Es klopfte. Jade war sofort gestreßt. Es war noch heller Nachmittag, also wer konnte das sein? Sie spielte nicht laut, schon gar nicht so laut, daß man es draußen hätte hören können und ein Nachbar Grund zur Beschwerde gehabt hätte. Hoffentlich war es nicht Summer. Sympathisch oder nicht, die konnte sie nur in Maßen genießen und sie war ihr bereits einmal abends in die Arme gelaufen auf dem Rückweg von der Arbeit.

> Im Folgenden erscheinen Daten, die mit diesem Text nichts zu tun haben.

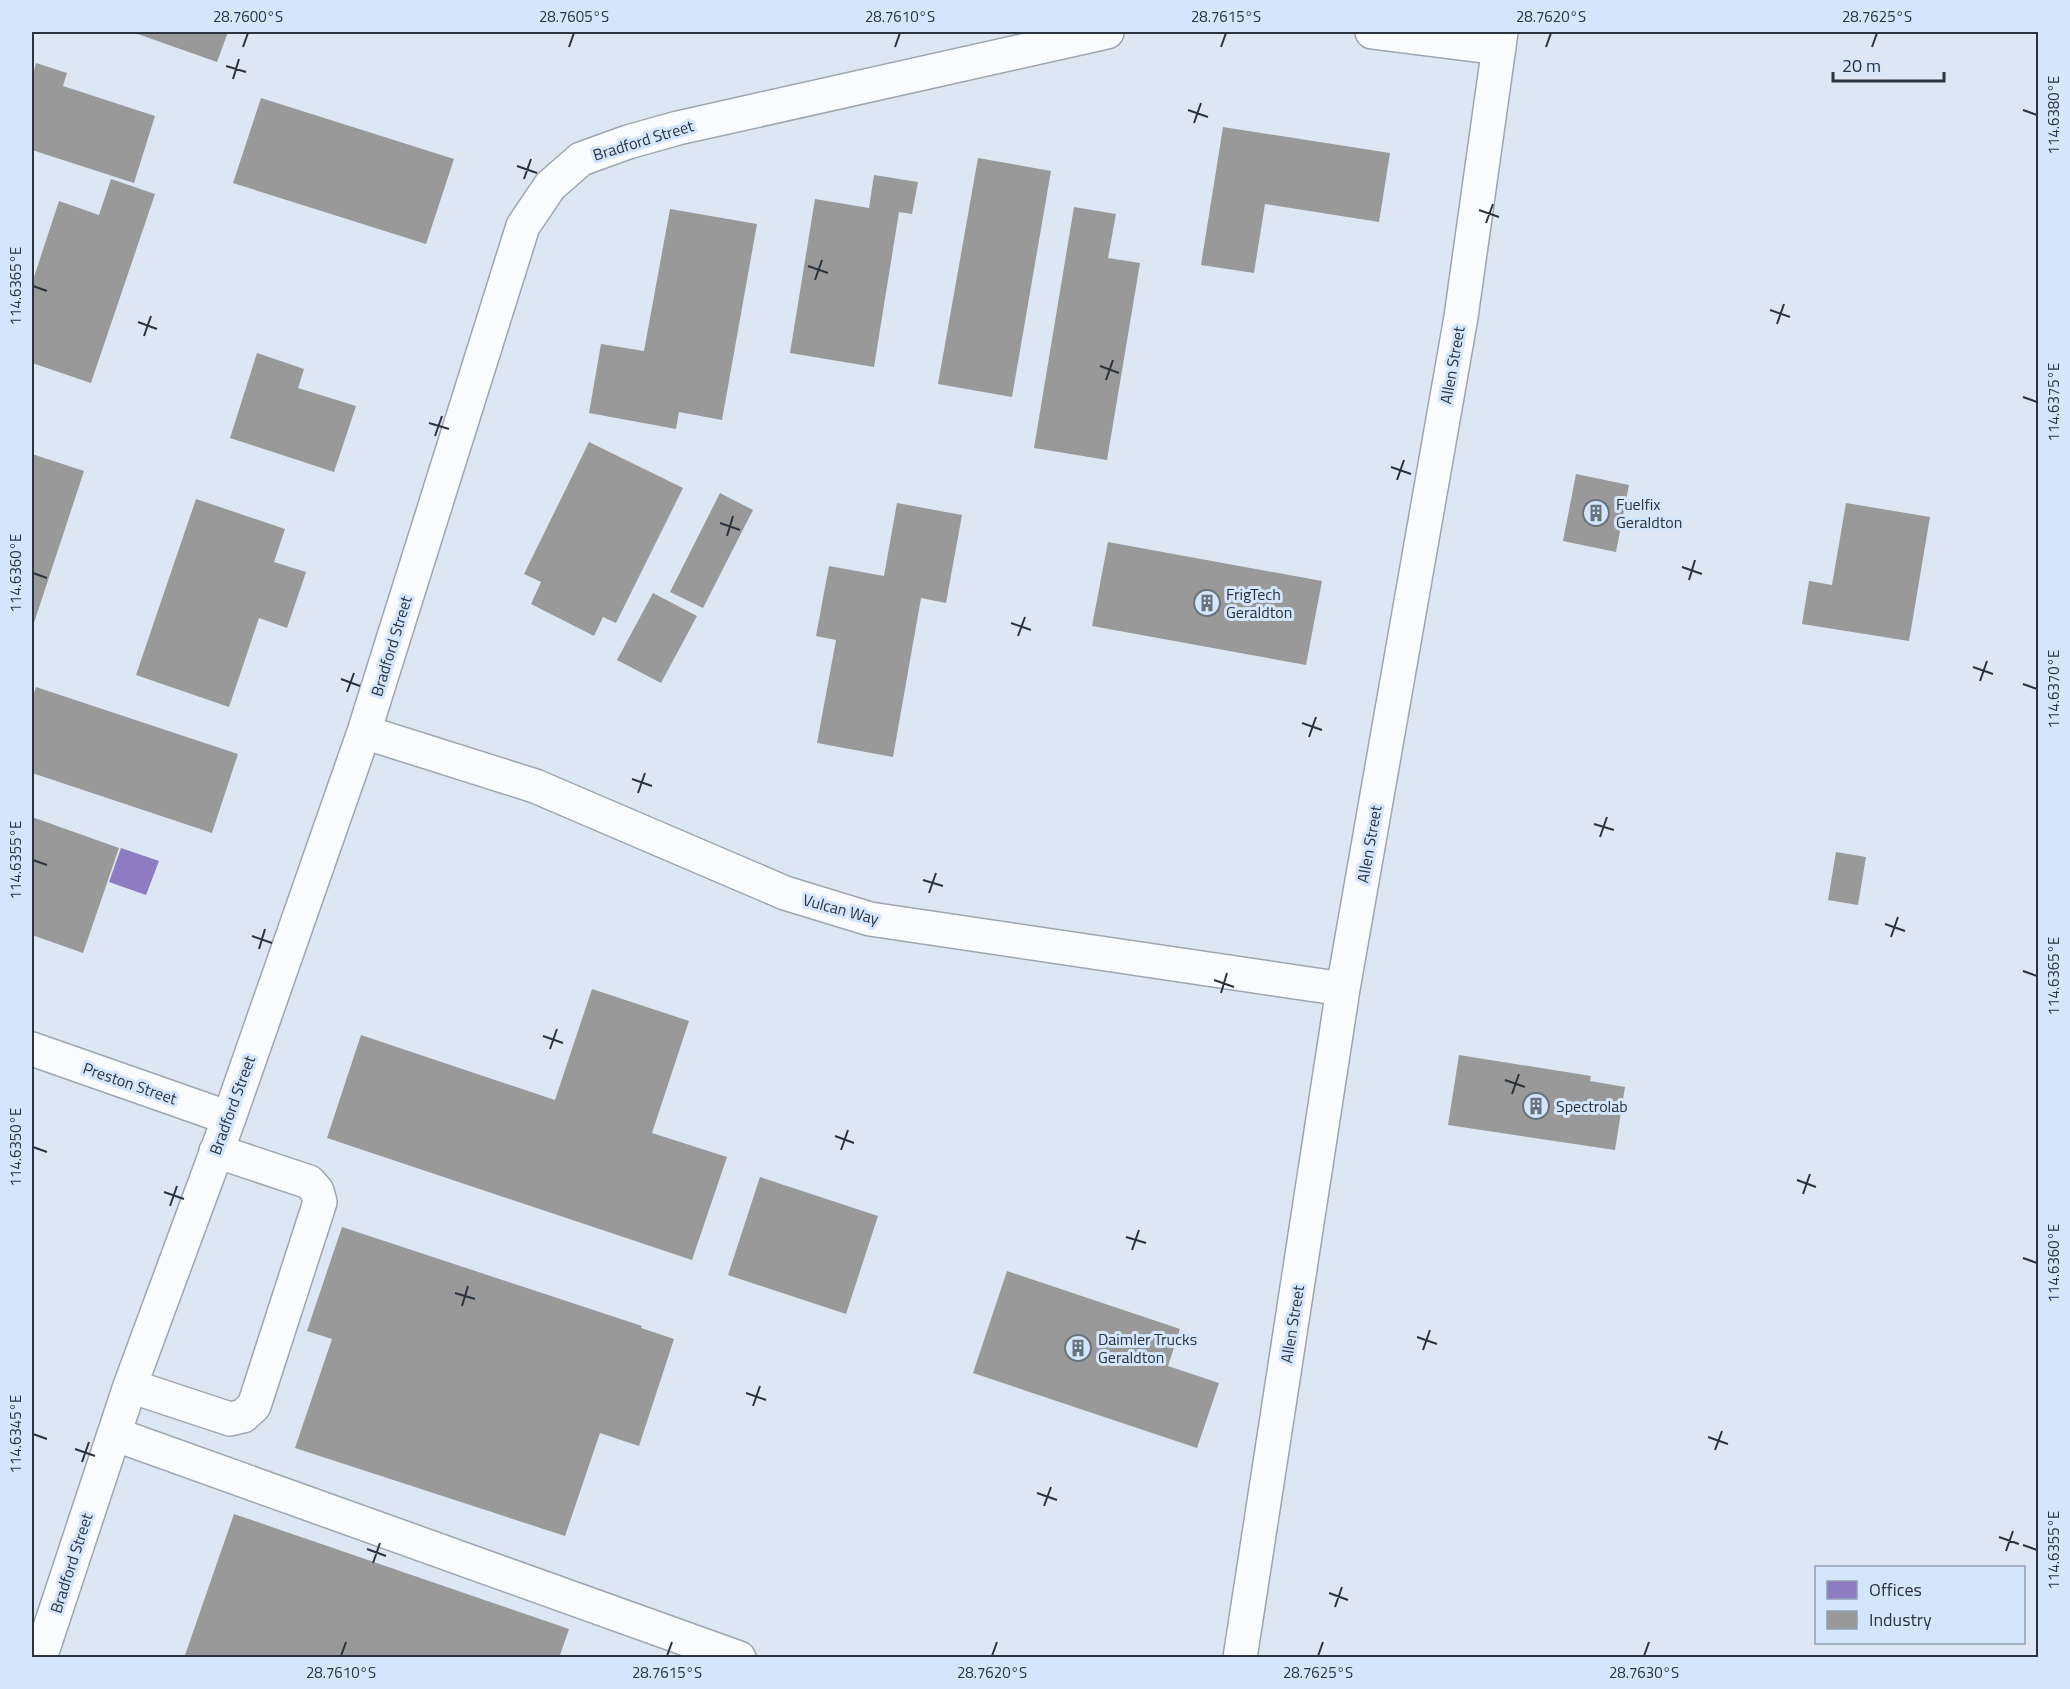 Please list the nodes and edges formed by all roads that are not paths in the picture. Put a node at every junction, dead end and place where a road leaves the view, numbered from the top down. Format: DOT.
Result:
graph roads {
  1 [pos="1107,32"];
  2 [pos="1372,32"];
  3 [pos="1500,40"];
  4 [pos="364,732"];
  5 [pos="1343,989"];
  6 [pos="32,1049"];
  7 [pos="229,1118"];
  8 [pos="216,1151"];
  9 [pos="130,1386"];
  10 [pos="114,1434"];
  11 [pos="40,1658"];
  12 [pos="738,1658"];
  13 [pos="1240,1658"];
  1 -- 4 [label="street, Bradford Street"];
  2 -- 3 [label="street"];
  3 -- 5 [label="street, Allen Street"];
  4 -- 5 [label="street, Vulcan Way"];
  4 -- 7 [label="street, Bradford Street"];
  5 -- 13 [label="street, Allen Street"];
  6 -- 7 [label="street, Preston Street"];
  7 -- 8 [label="street, Bradford Street"];
  8 -- 9 [label="street, Bradford Street"];
  8 -- 9 [label="street"];
  9 -- 10 [label="street, Bradford Street"];
  10 -- 11 [label="street, Bradford Street"];
  10 -- 12 [label="street"];
} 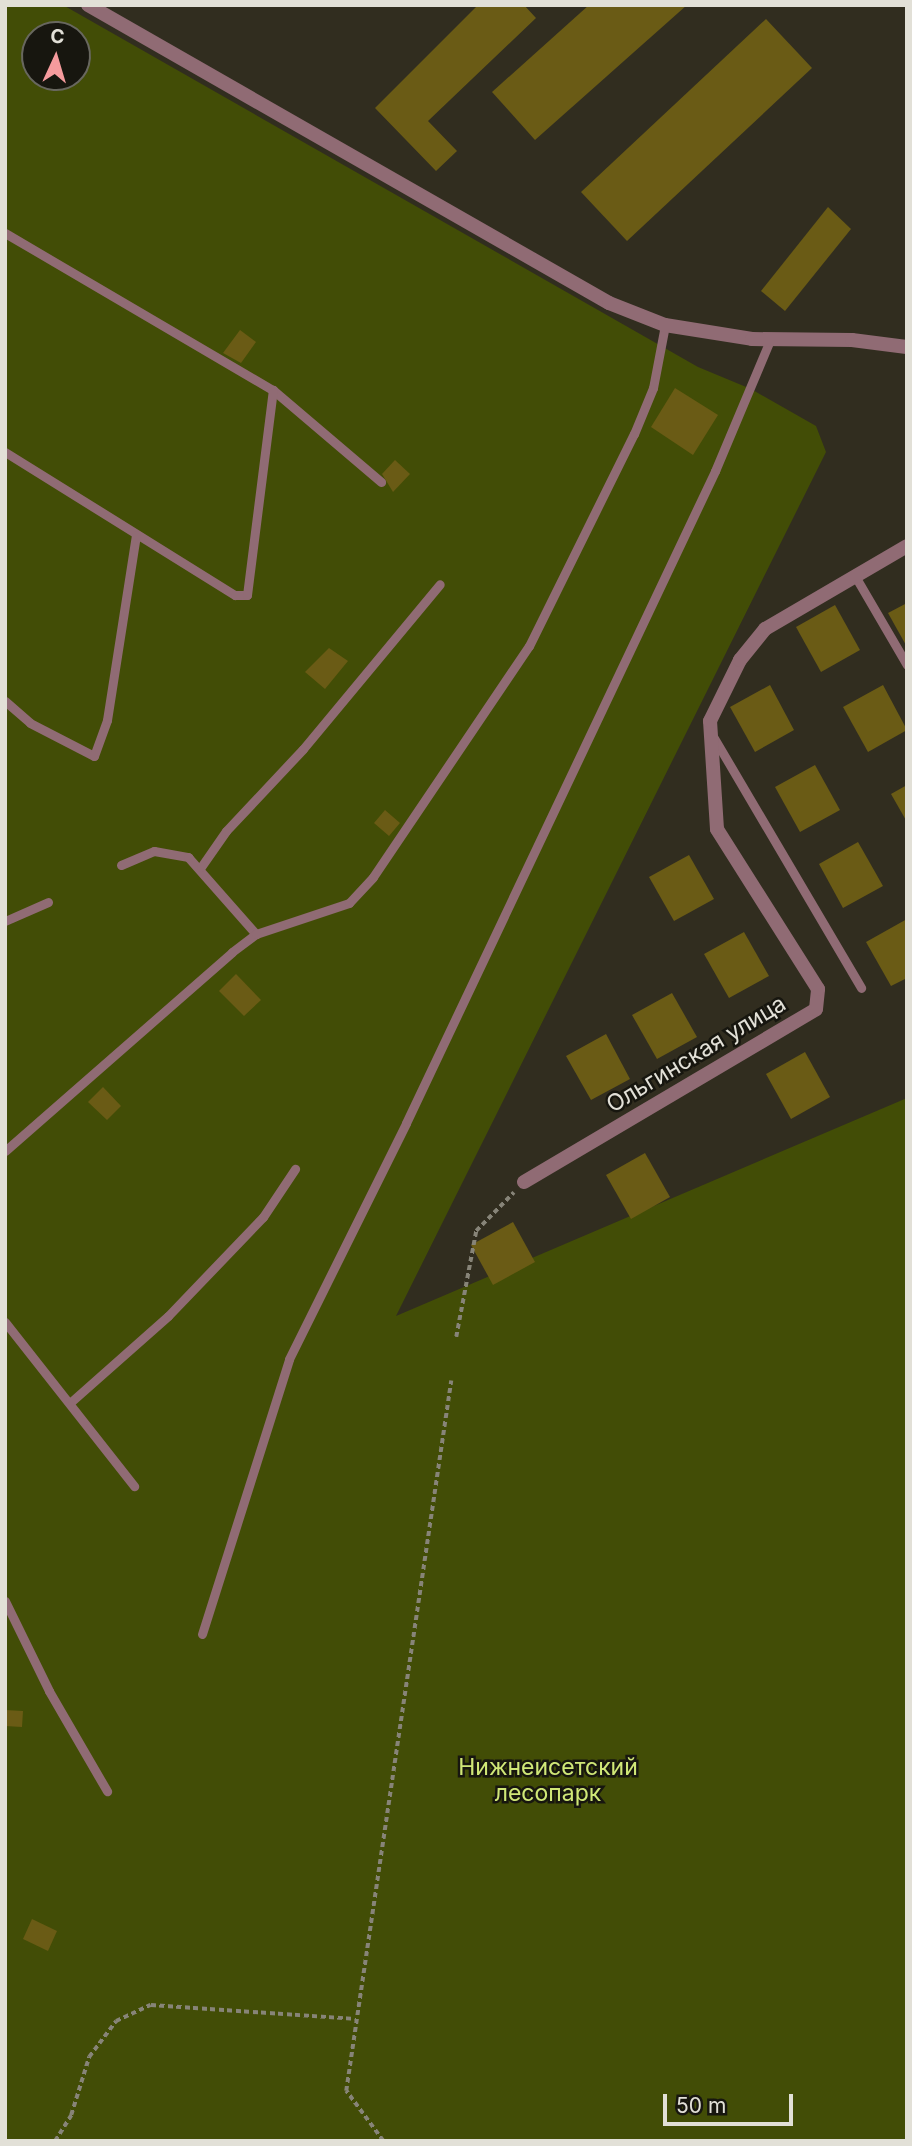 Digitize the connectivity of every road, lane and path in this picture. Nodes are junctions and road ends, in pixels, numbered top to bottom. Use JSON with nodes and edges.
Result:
{"nodes":[{"id":1,"x":88,"y":5,"type":"edge"},
{"id":2,"x":5,"y":233,"type":"edge"},
{"id":3,"x":665,"y":324,"type":"junction"},
{"id":4,"x":770,"y":340,"type":"junction"},
{"id":5,"x":907,"y":347,"type":"edge"},
{"id":6,"x":273,"y":390,"type":"junction"},
{"id":7,"x":5,"y":452,"type":"edge"},
{"id":8,"x":381,"y":482,"type":"dead end"},
{"id":9,"x":136,"y":535,"type":"junction"},
{"id":10,"x":907,"y":546,"type":"edge"},
{"id":11,"x":855,"y":576,"type":"junction"},
{"id":12,"x":440,"y":584,"type":"dead end"},
{"id":13,"x":907,"y":665,"type":"edge"},
{"id":14,"x":5,"y":701,"type":"edge"},
{"id":15,"x":709,"y":731,"type":"junction"},
{"id":16,"x":121,"y":865,"type":"dead end"},
{"id":17,"x":201,"y":867,"type":"junction"},
{"id":18,"x":48,"y":902,"type":"dead end"},
{"id":19,"x":5,"y":920,"type":"edge"},
{"id":20,"x":256,"y":934,"type":"junction"},
{"id":21,"x":861,"y":988,"type":"dead end"},
{"id":22,"x":5,"y":1151,"type":"edge"},
{"id":23,"x":295,"y":1169,"type":"dead end"},
{"id":24,"x":524,"y":1182,"type":"joint"},
{"id":25,"x":5,"y":1322,"type":"edge"},
{"id":26,"x":456,"y":1337,"type":"dead end"},
{"id":27,"x":451,"y":1381,"type":"dead end"},
{"id":28,"x":72,"y":1401,"type":"junction"},
{"id":29,"x":134,"y":1486,"type":"dead end"},
{"id":30,"x":5,"y":1601,"type":"edge"},
{"id":31,"x":202,"y":1634,"type":"dead end"},
{"id":32,"x":107,"y":1791,"type":"dead end"},
{"id":33,"x":356,"y":2019,"type":"junction"},
{"id":34,"x":55,"y":2141,"type":"edge"},
{"id":35,"x":383,"y":2141,"type":"edge"}],
"edges":[{"from":1,"to":3,"type":"street"},
{"from":2,"to":6,"type":"lane"},
{"from":3,"to":4,"type":"street"},
{"from":3,"to":20,"type":"lane"},
{"from":4,"to":5,"type":"street"},
{"from":4,"to":31,"type":"lane"},
{"from":6,"to":8,"type":"lane"},
{"from":6,"to":9,"type":"lane"},
{"from":7,"to":9,"type":"lane"},
{"from":9,"to":14,"type":"lane"},
{"from":10,"to":11,"type":"street","name":"Ольгинская улица"},
{"from":11,"to":13,"type":"lane"},
{"from":11,"to":15,"type":"street","name":"Ольгинская улица"},
{"from":12,"to":17,"type":"lane"},
{"from":15,"to":21,"type":"lane"},
{"from":15,"to":24,"type":"street","name":"Ольгинская улица"},
{"from":16,"to":17,"type":"lane"},
{"from":17,"to":20,"type":"lane"},
{"from":18,"to":19,"type":"lane"},
{"from":20,"to":22,"type":"lane"},
{"from":23,"to":28,"type":"lane"},
{"from":24,"to":26,"type":"path"},
{"from":25,"to":28,"type":"lane"},
{"from":27,"to":33,"type":"path"},
{"from":28,"to":29,"type":"lane"},
{"from":30,"to":32,"type":"lane"},
{"from":33,"to":34,"type":"path"},
{"from":33,"to":35,"type":"path"}]}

Mit einem Seufzen stellte die junge Frau die Gitarre zur Seite und zupfte die Ärmel ihres Pullis zurecht. Es half nichts, sie mußte nachschauen. Vielleicht war es wichtig.
Erstaunt stellte sie fest, daß es Caleb war, der da bei schönstem Sonnenschein auf ihrer schattigen Veranda stand. Sie machte sich erfreut auf den Weg zur Tür und ertappte sich dabei zu denken, daß er ja doch kein Vampir war. 'Natürlich nicht! Vampire gibt es schließlich nicht.' Sie schüttelte den Kopf über ihre seltsamen Gedanken. Wie kam sie bloß auf diesen Unsinn? Nur weil er aussah, als käme er aus einem anderen Jahrhundert, im Dunkeln zu Besuch kam und etwas seltsame Zähne hatte? 'Oh mann! Blamier dich gleich bloß nicht so, wie du es jetzt in deinem Kopf tust! Vampire mit Handy!' scholt sie sich und machte kichernd die Tür auf.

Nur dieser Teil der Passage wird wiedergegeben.